*DIRECTIONS FOR THIS TASK*
The lines wanted are those in the data below that include "where".

=== Begin Enclosure ===

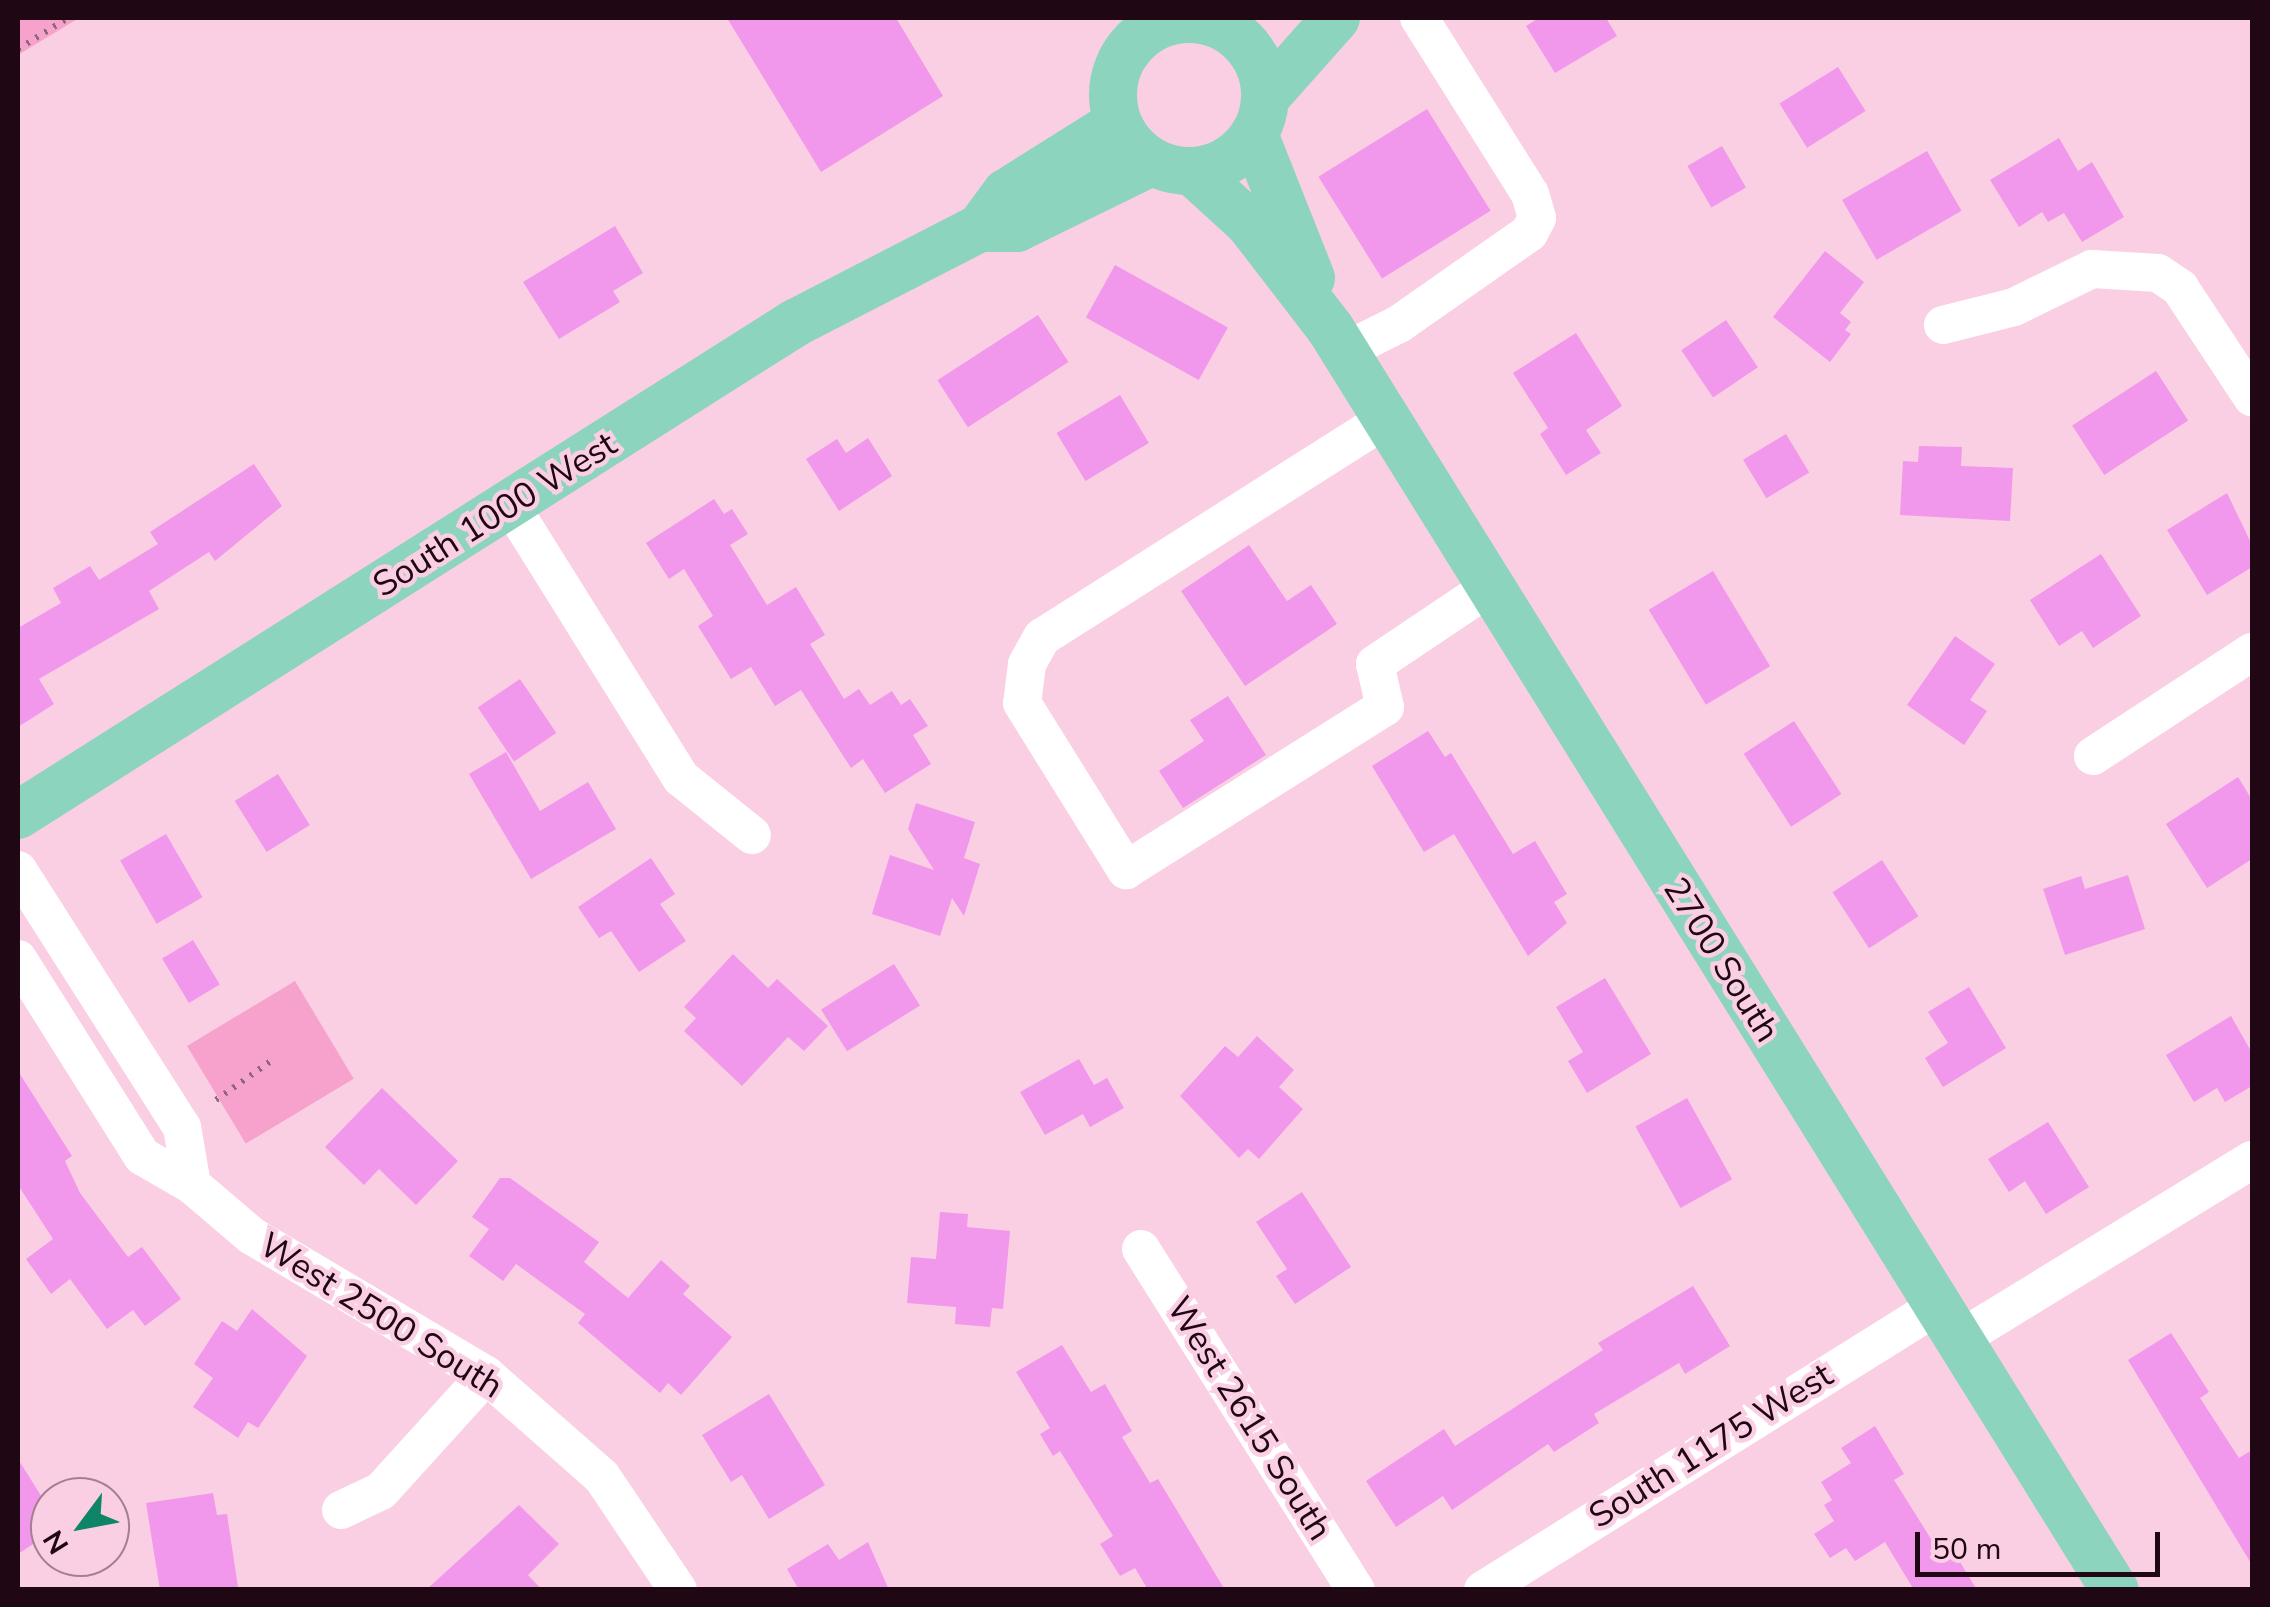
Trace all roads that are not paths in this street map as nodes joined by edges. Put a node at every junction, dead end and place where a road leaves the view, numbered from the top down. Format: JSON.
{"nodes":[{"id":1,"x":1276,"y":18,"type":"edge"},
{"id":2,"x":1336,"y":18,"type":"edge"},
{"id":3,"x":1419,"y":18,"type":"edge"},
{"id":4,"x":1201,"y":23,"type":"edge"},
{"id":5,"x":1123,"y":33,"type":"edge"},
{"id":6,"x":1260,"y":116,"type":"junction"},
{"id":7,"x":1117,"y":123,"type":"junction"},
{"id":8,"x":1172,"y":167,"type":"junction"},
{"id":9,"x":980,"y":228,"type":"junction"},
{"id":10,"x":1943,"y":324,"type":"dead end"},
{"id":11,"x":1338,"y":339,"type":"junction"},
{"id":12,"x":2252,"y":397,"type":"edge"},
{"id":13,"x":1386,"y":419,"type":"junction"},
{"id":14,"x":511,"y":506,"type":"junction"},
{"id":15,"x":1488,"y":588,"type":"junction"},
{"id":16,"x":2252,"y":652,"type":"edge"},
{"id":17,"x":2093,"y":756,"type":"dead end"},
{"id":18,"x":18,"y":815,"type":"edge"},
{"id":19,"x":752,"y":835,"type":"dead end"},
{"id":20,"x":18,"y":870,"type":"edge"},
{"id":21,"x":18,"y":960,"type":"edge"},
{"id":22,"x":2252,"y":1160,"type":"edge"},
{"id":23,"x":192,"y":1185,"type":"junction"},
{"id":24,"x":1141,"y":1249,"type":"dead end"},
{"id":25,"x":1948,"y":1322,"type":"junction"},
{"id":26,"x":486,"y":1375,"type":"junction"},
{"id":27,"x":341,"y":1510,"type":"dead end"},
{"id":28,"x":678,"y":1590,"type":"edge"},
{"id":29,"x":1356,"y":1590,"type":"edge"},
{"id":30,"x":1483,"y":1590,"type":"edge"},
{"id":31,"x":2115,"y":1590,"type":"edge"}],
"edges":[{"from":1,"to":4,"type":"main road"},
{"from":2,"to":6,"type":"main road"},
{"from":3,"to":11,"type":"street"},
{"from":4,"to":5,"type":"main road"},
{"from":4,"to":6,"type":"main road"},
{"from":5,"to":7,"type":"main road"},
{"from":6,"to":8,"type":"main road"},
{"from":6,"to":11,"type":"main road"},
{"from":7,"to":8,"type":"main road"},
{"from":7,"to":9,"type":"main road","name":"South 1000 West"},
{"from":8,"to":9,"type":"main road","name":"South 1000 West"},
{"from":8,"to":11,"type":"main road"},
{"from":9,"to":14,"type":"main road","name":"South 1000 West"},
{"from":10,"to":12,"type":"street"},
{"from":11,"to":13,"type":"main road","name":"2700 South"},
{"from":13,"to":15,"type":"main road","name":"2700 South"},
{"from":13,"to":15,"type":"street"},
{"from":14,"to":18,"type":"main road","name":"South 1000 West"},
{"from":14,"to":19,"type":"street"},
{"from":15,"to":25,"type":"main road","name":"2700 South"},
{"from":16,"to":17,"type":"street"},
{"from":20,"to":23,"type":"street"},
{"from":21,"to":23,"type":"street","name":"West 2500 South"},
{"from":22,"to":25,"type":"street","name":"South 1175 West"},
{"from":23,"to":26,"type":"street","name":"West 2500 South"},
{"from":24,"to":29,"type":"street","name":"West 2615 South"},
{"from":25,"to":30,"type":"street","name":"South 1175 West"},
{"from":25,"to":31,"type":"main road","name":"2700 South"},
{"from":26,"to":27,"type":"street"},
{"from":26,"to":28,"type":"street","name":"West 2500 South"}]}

=== End Enclosure ===
=== Begin Enclosure ===

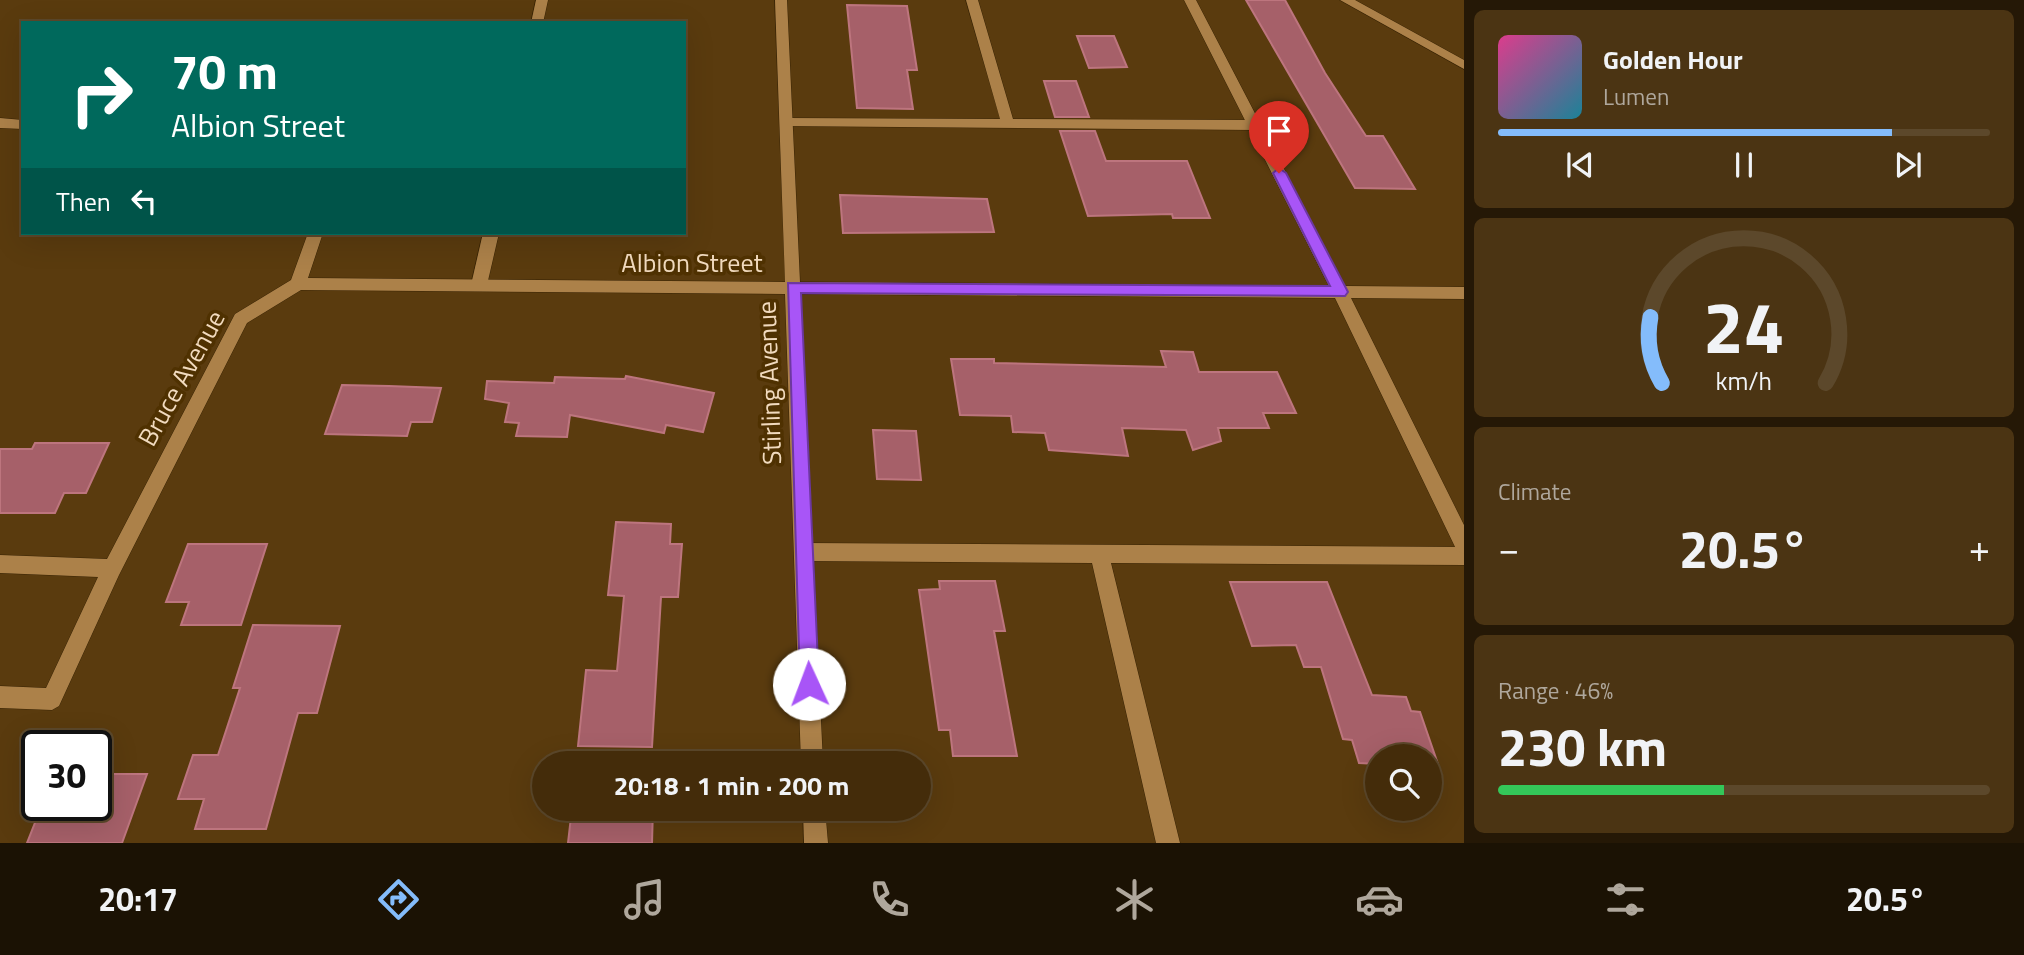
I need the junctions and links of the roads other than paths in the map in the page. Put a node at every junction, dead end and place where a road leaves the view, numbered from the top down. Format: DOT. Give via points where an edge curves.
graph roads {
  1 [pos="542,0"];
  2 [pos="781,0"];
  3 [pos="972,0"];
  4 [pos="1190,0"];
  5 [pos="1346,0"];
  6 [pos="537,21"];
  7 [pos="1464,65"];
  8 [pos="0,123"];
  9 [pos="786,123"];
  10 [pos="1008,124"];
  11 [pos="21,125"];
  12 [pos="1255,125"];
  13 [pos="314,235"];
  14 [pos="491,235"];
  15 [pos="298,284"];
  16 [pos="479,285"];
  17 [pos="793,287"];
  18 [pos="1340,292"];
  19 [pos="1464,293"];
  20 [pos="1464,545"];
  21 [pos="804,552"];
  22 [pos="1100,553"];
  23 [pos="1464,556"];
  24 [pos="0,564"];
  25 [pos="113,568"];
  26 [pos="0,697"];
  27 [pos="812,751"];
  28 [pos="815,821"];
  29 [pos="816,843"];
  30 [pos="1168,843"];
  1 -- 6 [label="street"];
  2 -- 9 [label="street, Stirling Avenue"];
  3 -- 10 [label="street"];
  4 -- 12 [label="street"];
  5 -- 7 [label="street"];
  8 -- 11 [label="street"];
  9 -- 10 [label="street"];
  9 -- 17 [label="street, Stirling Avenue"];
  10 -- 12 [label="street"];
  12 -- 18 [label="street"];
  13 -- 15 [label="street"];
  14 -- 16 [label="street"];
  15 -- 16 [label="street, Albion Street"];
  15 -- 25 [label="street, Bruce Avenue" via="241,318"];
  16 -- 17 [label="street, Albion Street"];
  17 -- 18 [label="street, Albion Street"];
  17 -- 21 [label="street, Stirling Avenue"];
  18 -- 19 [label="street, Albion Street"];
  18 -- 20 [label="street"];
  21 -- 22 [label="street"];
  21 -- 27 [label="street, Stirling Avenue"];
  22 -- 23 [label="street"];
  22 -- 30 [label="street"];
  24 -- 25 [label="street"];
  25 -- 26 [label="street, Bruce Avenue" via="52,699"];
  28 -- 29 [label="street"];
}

=== End Enclosure ===

*RESPONSE TO THIS TASK*
Trace all roads that are not paths in this street map as nodes joined by edges. Put a node at every junction, dead end and place where a road leaves the view, numbered from the top down. Format: JSON.
I need the junctions and links of the roads other than paths in the map in the page. Put a node at every junction, dead end and place where a road leaves the view, numbered from the top down. Format: DOT. Give via points where an edge curves.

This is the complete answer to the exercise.